Dije más. Dije que mientras la literatura cubana anunciaba un entorno (cuasi)uniforme de balseros, presidiarios, matavacas, drogadictos, sexomultihacientes y sexotododesacientes, Guillermo Vidal, haciente y deshaciente se internaba en otros entornos, otros senderos, otros actantes, los suyos, los propios; se bifurcaba en ellos para bifurcar aún hoy a sus lectores.

Dije que hacía ya algunos años, allá por 2011 o 2012, había tenido yo el honor —y la responsabilidad, honor, responsabilidad y privilegio siempre llegan tomados de las manos— de presentar Las hijas de Sade, novela coescrita por Guillermo Vidal y María Liliana Celorrio, la misma María Liliana que me acompaña ahora mismo en este panel. Así lo dije.

Dije que aquella tarde, tarde acaecida en el Centro Dulce María Loynaz, recordaba a María Liliana sentada allí, en primera fila, sentada y a un lado, a su izquierda, un sitio vacío, sitio que todos —celosamente— respetaron para que allí, a la izquierda de María Liliana, a su vera, tomara asiento —pudorosa y sacra levedad mediante— el mismísimo Guillermo Vidal.

Las hijas de Sade, novela coescrita por Guillermo Vidal y María Liliana Celorrio”.

Dije, finalmente, echando a un lado toda timidez y todo pudor, esos que trémulos se afanaban aún colgantes a mi cuello, que tal vez la misma muy sacra levedad se anunciara ahora para que Guillermo Vidal, cuerpo y alma, se hiciera presente en aquella sala de Las Tunas, presente para, ajeno a toda pompa, esa que siempre desdeñó, sentarse allá, en esa sección, aquella, casi al final, a la derecha, a un lado de su esposa.

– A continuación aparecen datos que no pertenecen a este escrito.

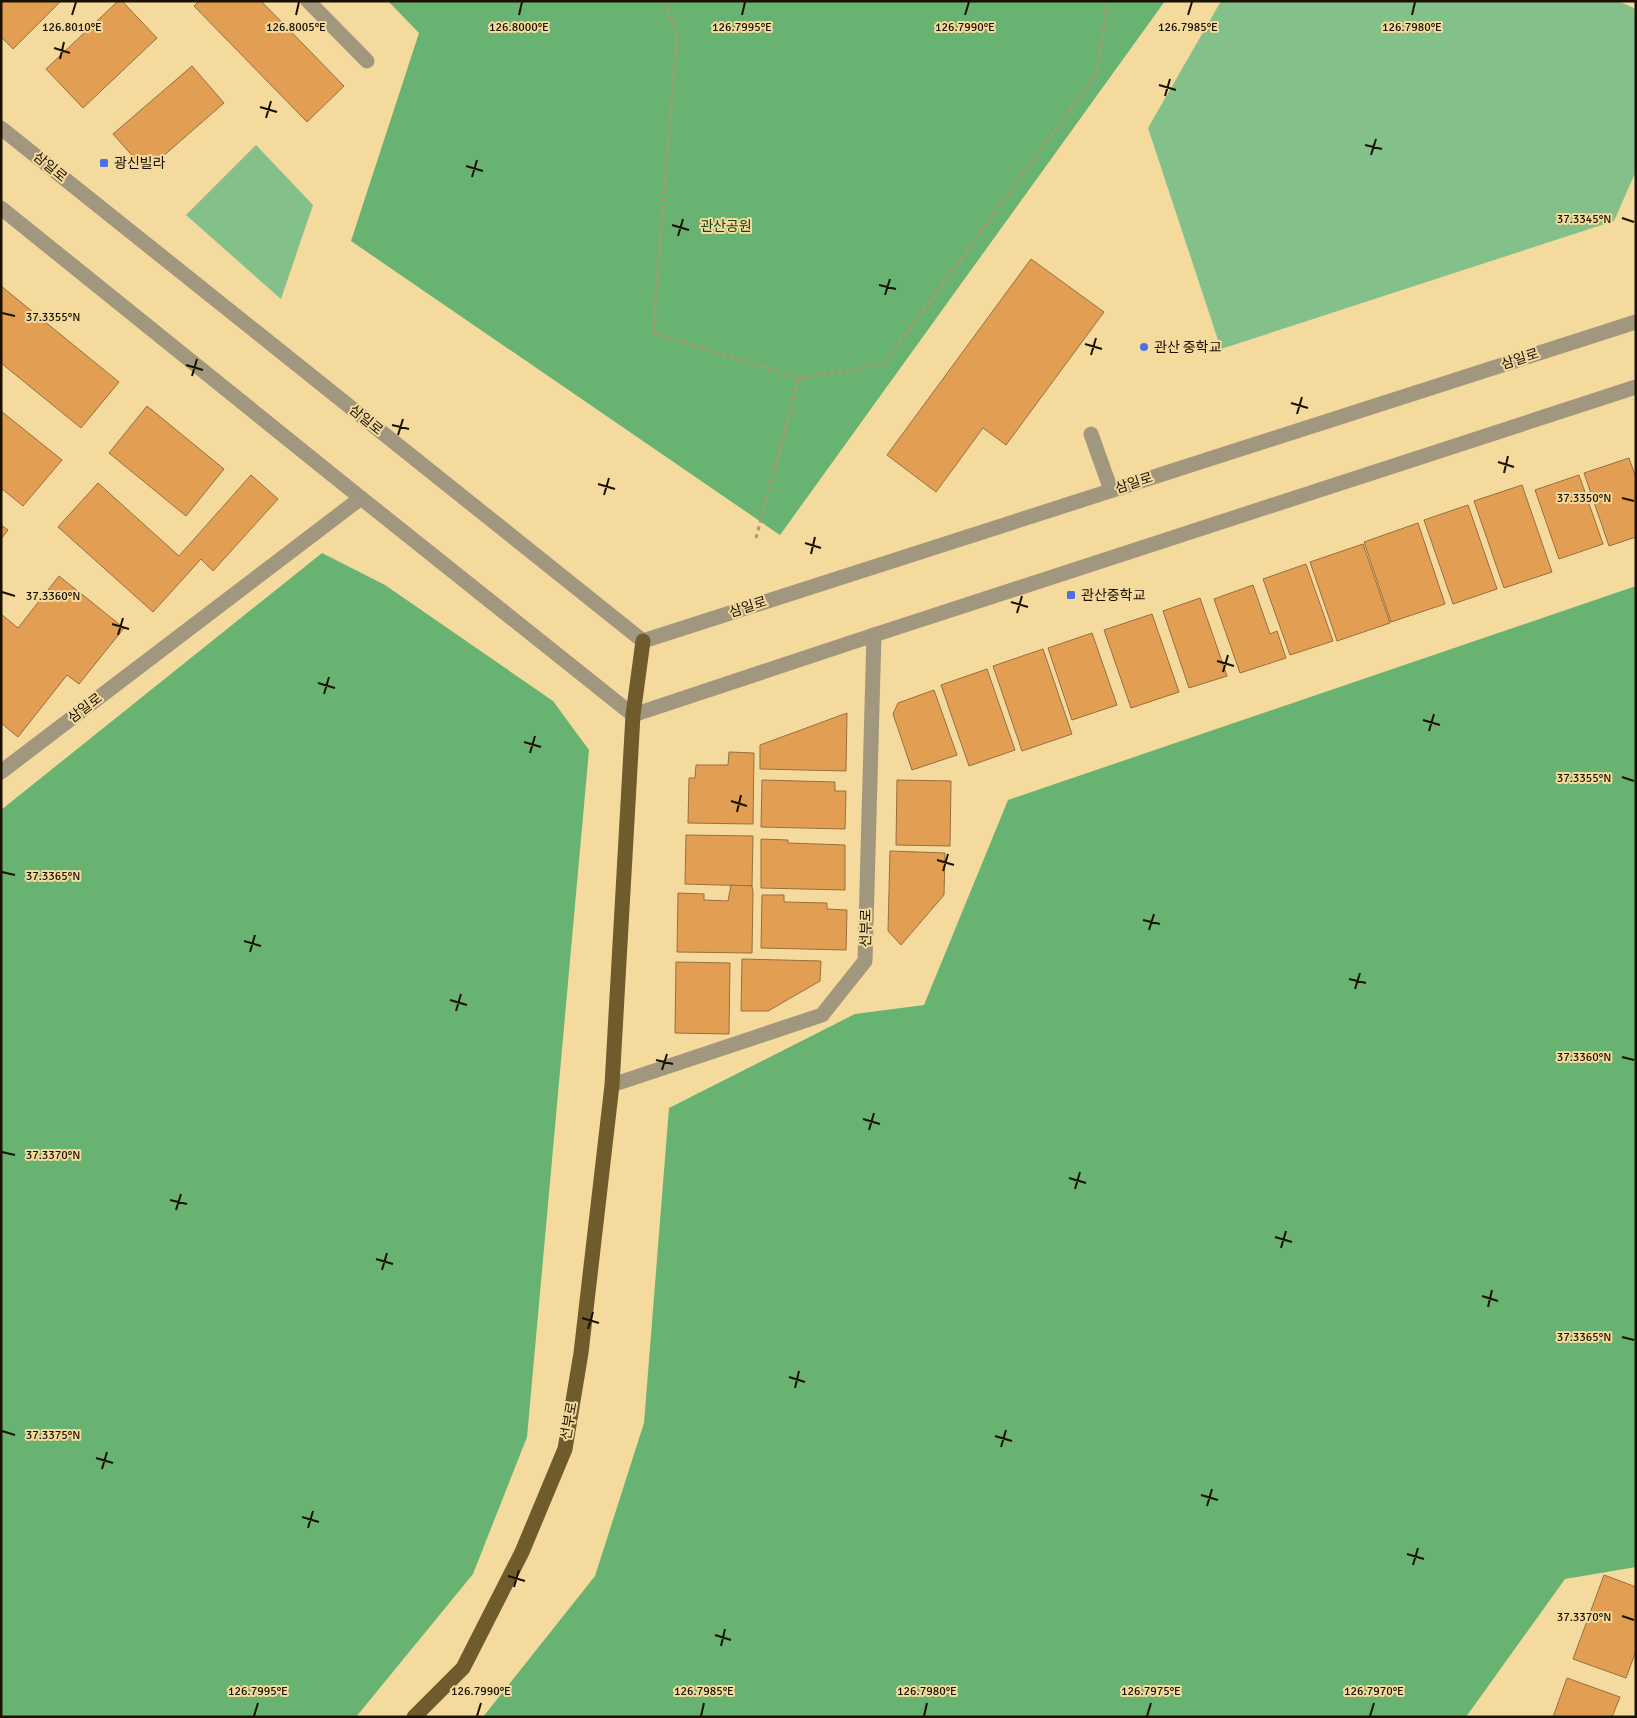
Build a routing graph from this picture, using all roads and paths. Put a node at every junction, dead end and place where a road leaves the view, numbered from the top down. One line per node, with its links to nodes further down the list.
1 (308, 1): 4 (street)
2 (664, 1): 8 (path)
3 (1108, 1): 8 (path)
4 (367, 61)
5 (1, 128): 15 (street, 삼일로)
6 (1, 208): 12 (street)
7 (1636, 322): 11 (street, 삼일로)
8 (799, 378): 13 (path)
9 (1636, 386): 14 (street)
10 (1091, 434): 11 (street)
11 (1111, 490): 15 (street, 삼일로)
12 (361, 498): 16 (street); 17 (street, 삼일로)
13 (756, 538)
14 (874, 635): 16 (street); 18 (street, 선부로)
15 (643, 641): 16 (main road, 선부로)
16 (633, 715): 18 (main road, 선부로)
17 (1, 772)
18 (612, 1085): 19 (main road, 선부로)
19 (414, 1717)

Y terminé de decir. Y di las gracias. Y miré allá, al sitio de rigor. Ella aplaudía. Aplaudía y movía de arriba a abajo la cabeza. Los amigos de Guillermo aplaudían. Todos aplaudían. Y mis ojos, de pudor y timidez henchidos, trémulos, emocionados, se llenaron de un líquido raro.

La literatura, ya lo dije, regala inmerecidos privilegios. Instantes que purifican y hacen bien. Privilegios y ascesis.